The evidence of societal chaos, throughout our history, has been plain to see. Since its inception observers of this nation have noted how bustling, boisterous, restless, etc. it has been. You don’t have to be Count Alexis de Tocqueville to perceive that.

Not all of that energy has been positive. This land has also always been a particularly violent place. Sure, going back in time great violence accompanied the formation of most, if not all nation-states. In all of them areas of lawlessness existed until order could be brought from the ‘center’. What is unique to the U.S. is the amount of violence that has always existed in its settled, most ‘civilized’ areas, and in the time since as a nation all of it became ‘settled’.

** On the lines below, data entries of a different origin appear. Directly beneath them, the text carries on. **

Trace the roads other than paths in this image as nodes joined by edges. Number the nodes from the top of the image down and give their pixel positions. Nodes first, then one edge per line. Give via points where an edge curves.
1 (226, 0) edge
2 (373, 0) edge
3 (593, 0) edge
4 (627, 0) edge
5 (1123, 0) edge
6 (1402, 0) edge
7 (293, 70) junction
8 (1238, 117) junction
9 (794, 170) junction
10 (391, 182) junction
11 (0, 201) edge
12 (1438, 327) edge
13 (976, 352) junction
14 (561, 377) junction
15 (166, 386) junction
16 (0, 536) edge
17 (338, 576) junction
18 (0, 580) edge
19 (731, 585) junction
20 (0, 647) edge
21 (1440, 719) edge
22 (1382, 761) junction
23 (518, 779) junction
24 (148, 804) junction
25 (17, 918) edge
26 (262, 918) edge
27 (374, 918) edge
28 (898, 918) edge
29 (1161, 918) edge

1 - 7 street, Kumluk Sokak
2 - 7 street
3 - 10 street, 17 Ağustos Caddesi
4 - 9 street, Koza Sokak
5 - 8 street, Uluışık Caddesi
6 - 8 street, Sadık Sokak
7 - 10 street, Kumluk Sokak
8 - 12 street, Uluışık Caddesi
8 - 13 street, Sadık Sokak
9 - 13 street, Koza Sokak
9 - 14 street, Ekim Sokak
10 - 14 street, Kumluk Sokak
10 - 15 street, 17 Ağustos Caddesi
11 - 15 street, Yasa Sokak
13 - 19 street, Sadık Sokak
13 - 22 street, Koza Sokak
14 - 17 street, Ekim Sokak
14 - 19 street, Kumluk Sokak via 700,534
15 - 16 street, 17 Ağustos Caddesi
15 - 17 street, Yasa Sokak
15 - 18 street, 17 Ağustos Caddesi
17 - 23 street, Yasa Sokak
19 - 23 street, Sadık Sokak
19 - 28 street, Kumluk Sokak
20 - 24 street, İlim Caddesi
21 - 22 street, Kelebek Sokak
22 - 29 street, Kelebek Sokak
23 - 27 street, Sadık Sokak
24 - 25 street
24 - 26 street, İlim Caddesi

Our chaos has included our national politics, whenever one party has not totally dominated that geopolitical level. When one party has dominated for a period of time the other party has tended to be rather polite in its role of ‘loyal opposition’. When both sides have had a chance of winning the presidency/Senate/House of Representatives, the gloves have come off: our national politics then becomes a mirror for the general state of a societal chaos that has always existed in this nation.

To grasp how much the economy contributes to that, imagine if this nation had a truly stable economy. Imagine being able to plan a life with a near-100% certainty that one’s plan would not be derailed by inflation (including inflation in interest rates), recessions resulting in lay-offs, with a threat of even a depression, ‘downsizing’, etc. People in this nation live in a permanently agitated state for the simple reason that we cannot reasonably count on a reasonable degree of stability in that supremely important area of life.

Sure, other nations, such as in Europe, have an economy similar to ours. It is noteworthy that those nations have all, to the extent they could, adopted policies and programs that have as their goal lessening the instability of the economy and protecting people against whatever instability yet exists. All nations’ economies are dependent to an extent, after all, on the state of the ‘global economy’.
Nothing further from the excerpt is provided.